__Record extracts__:
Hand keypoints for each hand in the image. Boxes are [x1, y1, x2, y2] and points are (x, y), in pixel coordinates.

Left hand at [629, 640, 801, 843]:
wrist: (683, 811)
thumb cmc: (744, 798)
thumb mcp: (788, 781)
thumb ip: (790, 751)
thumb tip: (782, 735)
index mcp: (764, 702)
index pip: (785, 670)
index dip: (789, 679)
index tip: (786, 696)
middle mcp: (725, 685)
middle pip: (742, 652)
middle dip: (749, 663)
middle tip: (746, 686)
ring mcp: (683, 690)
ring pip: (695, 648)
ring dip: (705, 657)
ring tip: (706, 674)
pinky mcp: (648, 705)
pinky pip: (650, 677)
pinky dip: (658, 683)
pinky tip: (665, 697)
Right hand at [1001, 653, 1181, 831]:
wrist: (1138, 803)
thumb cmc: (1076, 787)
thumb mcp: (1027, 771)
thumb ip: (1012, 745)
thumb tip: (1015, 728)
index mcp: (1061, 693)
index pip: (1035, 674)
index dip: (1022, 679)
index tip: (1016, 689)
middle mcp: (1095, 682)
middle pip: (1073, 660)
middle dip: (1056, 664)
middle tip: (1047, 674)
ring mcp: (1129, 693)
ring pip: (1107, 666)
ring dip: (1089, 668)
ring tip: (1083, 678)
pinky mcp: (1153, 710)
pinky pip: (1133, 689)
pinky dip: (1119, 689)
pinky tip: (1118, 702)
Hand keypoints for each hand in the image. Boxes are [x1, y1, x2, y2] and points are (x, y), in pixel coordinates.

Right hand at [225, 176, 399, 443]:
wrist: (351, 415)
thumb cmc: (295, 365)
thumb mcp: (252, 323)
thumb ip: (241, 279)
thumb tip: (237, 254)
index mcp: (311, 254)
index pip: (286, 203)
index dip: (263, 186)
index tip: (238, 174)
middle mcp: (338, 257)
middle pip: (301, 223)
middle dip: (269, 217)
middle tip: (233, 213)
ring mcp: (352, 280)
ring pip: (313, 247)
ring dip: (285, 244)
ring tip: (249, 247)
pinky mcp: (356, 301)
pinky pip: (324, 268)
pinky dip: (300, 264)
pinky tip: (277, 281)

__What you are asked to do__: The line with "thumb cmc: (1076, 787)" marks the end; reproduce exactly every line from the start of the entries up to it, that line included.

__Exercise response__:
Hand keypoints for each hand in the image. Boxes are [x1, y1, x2, y2] and points are (x, y), in pixel coordinates.

Left hand at [629, 640, 801, 843]:
wrist: (683, 811)
thumb cmc: (744, 798)
thumb mcp: (788, 781)
thumb ip: (790, 751)
thumb tip: (782, 735)
index mcp: (764, 702)
index pip: (785, 670)
index dip: (789, 679)
index tip: (786, 696)
middle mcp: (725, 685)
middle pip: (742, 652)
middle dip: (749, 663)
middle tip: (746, 686)
ring mcp: (683, 690)
ring pip: (695, 648)
ring dip: (705, 657)
ring tip: (706, 674)
pinky mcp: (648, 705)
pinky pip: (650, 677)
pinky dip: (658, 683)
pinky tip: (665, 697)
Right hand at [1001, 653, 1181, 831]:
wrist: (1138, 803)
thumb cmc: (1076, 787)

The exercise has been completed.